Views: 0 Author: Site Editor Publish Time: 28-03-2022 Origin: Site
RFID is not exactly a new technology. In fact, the origins of RFID can be traced back to World War II, when the Air Force needed a way to distinguish between friendly and enemy aircraft.
For decades, RFID has proven useful for a variety of industries. As retailers move to omnichannel sales, this technology has made a bigger difference.
Then, the COVID-19 outbreak broke out. Many retailers are forced to close temporarily or permanently, and the requirement of social distancing complicates the in-store experience. Now RFID has made advances and expanded in some application areas and is ready to help retailers usher in a new era of customer shopping experience.
According to McKinsey, this new era has the potential to boost the economy and boost growth while reducing the cost of inventory labor by 10 to 15 percent.
As the industry adapts to new customer expectations and more demand for omnichannel experiences, retailers have the opportunity to adopt this legacy technology and use it in innovative ways.
RFID requires four elements to work together: RFID tags, readers and antennas, support software, and testing and validation. These element areas have not changed much in recent years, as the underlying technology behind the system has remained stable.
However, some recent developments have made RFID more attractive to businesses. First, according to McKinsey, RFID performance has improved significantly over the past decade, with read accuracy tripling and read ranges fivefold.
Another big change is cost. Over the past decade, the average cost of RFID tags has fallen by 80 percent, while the average cost of RFID readers has fallen by nearly 50 percent.
These enhanced features mean businesses can operate with fewer labels, and lower prices mean the technology is more affordable.
As retailers rely on a more connected and mobile infrastructure, RFID has multiple advantages in terms of operations. As businesses move to an omnichannel model, inventory can be a major challenge. This is also one of the most prominent applications of RFID: helping to track inventory.
This can also help businesses identify consumer trends and preferences so that businesses can adjust production as needed.

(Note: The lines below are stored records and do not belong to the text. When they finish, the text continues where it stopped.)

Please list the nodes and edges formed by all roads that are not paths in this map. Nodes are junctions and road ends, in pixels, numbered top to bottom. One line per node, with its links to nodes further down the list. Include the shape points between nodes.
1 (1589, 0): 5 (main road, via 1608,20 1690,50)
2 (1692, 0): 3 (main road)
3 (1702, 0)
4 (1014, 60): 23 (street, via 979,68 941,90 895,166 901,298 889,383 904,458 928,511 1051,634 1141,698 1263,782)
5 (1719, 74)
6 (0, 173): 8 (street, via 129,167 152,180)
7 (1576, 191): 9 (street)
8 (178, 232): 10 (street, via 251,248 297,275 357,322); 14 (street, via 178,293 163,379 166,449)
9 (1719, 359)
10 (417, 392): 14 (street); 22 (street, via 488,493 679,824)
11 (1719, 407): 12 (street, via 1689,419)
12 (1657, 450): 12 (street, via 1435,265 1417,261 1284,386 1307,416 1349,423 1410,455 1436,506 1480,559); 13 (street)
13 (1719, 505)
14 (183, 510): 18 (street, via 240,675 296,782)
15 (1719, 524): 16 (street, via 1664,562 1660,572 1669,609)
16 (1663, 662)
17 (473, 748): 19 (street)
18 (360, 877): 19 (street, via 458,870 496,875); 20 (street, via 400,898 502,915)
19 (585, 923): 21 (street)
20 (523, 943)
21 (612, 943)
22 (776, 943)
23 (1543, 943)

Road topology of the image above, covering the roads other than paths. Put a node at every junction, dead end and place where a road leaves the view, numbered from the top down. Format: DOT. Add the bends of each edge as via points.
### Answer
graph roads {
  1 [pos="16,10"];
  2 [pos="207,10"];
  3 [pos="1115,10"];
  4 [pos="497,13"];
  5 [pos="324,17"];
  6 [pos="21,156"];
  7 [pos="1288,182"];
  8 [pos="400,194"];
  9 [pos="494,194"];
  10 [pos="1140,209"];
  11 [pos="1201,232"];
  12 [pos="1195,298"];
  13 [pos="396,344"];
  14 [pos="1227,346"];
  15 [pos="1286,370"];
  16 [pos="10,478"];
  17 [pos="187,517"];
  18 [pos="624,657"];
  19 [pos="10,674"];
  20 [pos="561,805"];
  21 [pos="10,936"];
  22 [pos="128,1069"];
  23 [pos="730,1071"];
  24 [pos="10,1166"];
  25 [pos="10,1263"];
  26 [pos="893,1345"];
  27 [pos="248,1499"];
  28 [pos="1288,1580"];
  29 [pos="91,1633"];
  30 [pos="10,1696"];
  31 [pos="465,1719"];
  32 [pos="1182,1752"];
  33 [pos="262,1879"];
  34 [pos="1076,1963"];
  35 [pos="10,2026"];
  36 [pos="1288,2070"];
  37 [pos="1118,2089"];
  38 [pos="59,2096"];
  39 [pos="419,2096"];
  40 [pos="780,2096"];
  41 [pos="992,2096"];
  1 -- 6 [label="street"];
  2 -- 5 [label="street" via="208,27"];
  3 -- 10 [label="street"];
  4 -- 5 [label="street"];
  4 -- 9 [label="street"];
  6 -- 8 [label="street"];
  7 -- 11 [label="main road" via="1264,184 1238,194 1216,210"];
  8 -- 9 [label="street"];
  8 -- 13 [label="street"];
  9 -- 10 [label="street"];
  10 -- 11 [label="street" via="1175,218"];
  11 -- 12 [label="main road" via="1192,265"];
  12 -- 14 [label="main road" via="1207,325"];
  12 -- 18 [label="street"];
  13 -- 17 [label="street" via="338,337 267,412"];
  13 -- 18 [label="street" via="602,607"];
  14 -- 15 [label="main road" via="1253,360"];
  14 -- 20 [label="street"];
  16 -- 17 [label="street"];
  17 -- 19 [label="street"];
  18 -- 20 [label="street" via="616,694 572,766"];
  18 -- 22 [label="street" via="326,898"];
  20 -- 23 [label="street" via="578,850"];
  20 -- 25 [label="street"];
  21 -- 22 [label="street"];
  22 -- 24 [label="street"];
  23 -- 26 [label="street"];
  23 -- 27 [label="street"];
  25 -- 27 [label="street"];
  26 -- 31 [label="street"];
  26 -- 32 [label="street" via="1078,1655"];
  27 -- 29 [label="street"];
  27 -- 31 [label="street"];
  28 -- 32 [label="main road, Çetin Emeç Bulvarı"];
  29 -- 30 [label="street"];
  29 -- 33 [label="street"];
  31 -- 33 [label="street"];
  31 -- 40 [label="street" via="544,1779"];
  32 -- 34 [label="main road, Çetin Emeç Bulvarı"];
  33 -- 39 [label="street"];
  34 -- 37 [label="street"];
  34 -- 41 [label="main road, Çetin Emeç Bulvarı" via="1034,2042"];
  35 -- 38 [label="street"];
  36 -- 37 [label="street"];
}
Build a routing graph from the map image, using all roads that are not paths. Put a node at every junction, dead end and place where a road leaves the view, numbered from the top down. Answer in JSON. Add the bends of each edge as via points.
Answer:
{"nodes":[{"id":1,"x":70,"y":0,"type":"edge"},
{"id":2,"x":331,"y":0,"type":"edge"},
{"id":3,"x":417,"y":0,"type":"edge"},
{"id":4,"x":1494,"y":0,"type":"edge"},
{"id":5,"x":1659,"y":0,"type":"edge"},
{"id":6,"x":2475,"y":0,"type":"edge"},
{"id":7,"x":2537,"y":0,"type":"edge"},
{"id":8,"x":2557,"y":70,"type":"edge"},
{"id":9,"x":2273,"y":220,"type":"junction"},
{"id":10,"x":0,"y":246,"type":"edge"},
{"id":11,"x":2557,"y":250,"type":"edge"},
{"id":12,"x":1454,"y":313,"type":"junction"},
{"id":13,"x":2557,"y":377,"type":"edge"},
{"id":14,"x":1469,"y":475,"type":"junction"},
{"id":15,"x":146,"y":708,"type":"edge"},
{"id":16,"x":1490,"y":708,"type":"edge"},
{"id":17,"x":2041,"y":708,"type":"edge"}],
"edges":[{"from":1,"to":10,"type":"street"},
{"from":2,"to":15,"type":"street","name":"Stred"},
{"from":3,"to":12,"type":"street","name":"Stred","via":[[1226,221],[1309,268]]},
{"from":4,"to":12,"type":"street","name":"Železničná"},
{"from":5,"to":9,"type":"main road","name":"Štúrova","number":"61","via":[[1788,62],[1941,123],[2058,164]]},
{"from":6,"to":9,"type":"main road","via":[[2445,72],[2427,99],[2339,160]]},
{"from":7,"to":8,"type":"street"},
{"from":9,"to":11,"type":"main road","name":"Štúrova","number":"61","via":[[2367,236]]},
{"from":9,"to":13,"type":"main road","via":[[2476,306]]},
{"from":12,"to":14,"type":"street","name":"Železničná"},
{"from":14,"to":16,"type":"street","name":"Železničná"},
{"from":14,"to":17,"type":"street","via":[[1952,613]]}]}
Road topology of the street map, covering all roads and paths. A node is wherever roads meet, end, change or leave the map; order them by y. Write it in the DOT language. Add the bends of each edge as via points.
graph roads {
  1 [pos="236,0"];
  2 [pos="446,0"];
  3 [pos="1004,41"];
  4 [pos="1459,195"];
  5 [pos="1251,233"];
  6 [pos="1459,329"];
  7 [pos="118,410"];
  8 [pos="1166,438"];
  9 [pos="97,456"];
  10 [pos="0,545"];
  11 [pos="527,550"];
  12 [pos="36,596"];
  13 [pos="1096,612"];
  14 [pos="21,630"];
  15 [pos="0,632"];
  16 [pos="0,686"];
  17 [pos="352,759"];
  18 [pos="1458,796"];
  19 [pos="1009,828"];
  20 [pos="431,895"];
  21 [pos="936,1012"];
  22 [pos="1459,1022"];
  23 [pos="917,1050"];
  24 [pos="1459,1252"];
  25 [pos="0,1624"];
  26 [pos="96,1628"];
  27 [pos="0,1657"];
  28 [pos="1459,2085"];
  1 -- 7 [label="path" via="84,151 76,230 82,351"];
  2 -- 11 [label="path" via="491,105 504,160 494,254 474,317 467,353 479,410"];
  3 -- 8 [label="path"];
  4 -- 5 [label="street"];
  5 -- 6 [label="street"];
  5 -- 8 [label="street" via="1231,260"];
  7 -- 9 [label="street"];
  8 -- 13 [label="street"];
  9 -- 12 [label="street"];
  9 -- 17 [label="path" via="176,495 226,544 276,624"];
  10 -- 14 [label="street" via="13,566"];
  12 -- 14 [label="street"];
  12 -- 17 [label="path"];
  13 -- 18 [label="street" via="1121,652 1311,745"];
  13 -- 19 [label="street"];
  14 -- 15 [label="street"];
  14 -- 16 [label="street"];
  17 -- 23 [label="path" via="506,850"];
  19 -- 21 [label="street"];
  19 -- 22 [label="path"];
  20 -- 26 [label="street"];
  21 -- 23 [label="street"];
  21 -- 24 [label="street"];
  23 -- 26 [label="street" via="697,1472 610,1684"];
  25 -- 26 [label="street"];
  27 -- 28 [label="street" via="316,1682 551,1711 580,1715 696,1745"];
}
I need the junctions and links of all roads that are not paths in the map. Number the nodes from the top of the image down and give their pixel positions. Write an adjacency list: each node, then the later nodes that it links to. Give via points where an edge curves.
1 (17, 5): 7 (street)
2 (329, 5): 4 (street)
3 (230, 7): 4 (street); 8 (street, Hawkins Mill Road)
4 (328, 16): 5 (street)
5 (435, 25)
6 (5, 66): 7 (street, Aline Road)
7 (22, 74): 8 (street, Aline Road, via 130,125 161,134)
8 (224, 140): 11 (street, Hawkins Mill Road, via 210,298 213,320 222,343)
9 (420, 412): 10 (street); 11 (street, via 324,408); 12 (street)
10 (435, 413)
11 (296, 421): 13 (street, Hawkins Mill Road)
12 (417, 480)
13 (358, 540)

RFID can also help streamline store operations through application cases such as self-checkout, making checkout faster and more accurate to reduce man-hours and error rates. It also allows shoppers to scan items with their smartphones themselves and pay immediately. With RFID, returns are also made easier, and RFID tags eliminate potential inventory tracking issues and errors in the reverse supply chain.
Currently, inventory tracking and operations are the most widely used uses of RFID in the retail industry. However, as customer expectations evolve, other emerging use cases have emerged for the technology.
One of them is one of the most commonly used parts that affect the store: the fitting room. RFID allows smart mirrors to read labels on clothes, prompting suggestions for relevant styles and accessories. It can also collect data about customer interests and try-ons, helping to notify orders and other actions.
However, this is not the only customized feature that RFID can offer in the retail industry. When certain goods are connected via technology, the technology can provide unique referral capabilities that enable customers to browse in a more engaging, personalized way. These uses are still emerging, but such contactless experiences are becoming increasingly popular.
With the right RFID tools, retailers can stay one step ahead and serve their customers.